■ Exercise: Return, from the data that follows, each line that holds the word "graph".

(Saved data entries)
☆ ☆ ☆ ☆

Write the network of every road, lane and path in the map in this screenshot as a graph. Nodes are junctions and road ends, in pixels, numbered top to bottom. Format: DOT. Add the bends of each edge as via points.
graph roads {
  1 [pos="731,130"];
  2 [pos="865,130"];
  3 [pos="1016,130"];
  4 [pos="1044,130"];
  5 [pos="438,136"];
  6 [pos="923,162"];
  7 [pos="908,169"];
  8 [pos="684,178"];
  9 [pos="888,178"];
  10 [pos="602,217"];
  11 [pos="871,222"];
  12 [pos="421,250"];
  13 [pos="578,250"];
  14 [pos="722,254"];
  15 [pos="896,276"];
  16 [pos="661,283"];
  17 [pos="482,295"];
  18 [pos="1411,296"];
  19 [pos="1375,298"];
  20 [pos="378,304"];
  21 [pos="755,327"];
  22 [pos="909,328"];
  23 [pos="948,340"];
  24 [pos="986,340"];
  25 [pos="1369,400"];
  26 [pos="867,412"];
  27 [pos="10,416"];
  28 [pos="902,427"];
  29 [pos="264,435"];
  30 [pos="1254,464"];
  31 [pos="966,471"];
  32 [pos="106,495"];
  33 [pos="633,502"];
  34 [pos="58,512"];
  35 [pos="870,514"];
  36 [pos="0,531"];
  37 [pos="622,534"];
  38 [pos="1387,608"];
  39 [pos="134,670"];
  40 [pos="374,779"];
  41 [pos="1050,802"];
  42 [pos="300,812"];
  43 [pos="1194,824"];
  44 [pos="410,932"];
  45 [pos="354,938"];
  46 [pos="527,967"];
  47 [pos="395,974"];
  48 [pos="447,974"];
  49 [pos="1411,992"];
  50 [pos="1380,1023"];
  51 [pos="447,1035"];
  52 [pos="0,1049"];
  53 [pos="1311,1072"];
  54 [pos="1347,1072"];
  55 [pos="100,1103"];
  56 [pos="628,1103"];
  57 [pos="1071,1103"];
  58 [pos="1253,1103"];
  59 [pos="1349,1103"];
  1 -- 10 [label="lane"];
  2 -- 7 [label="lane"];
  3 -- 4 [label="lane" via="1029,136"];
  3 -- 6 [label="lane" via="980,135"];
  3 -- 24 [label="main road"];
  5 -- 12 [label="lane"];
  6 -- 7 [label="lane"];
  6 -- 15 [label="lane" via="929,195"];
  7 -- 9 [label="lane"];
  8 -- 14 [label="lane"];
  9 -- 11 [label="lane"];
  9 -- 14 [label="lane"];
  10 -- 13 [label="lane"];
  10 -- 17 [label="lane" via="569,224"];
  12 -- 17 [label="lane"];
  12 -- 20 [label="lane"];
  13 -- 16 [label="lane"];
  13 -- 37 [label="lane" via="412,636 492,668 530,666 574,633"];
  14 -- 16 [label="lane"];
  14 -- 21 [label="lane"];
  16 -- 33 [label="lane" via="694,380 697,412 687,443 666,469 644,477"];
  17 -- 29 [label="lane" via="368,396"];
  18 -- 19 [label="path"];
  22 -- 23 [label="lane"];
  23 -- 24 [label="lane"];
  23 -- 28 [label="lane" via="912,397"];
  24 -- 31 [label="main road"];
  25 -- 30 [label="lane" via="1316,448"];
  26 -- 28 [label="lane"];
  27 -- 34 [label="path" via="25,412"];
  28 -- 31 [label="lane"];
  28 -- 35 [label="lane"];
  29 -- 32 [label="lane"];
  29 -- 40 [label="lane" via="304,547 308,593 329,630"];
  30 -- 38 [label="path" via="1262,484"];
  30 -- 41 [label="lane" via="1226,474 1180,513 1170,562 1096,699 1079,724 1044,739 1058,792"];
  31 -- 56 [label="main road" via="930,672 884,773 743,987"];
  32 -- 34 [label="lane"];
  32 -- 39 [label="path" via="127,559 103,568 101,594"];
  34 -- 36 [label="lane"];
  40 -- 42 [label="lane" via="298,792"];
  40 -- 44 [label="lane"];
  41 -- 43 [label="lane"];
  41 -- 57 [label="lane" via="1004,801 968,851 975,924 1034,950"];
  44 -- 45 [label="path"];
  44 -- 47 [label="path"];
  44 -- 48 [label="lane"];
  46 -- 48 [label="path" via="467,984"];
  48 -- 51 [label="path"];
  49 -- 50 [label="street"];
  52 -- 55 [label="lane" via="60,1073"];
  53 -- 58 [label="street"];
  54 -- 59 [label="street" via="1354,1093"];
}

☆ ☆ ☆ ☆

■ Answer space:
Write the network of every road, lane and path in the map in this screenshot as a graph. Nodes are junctions and road ends, in pixels, numbered top to bottom. Format: DOT. Add the bends of each edge as via points.
graph roads {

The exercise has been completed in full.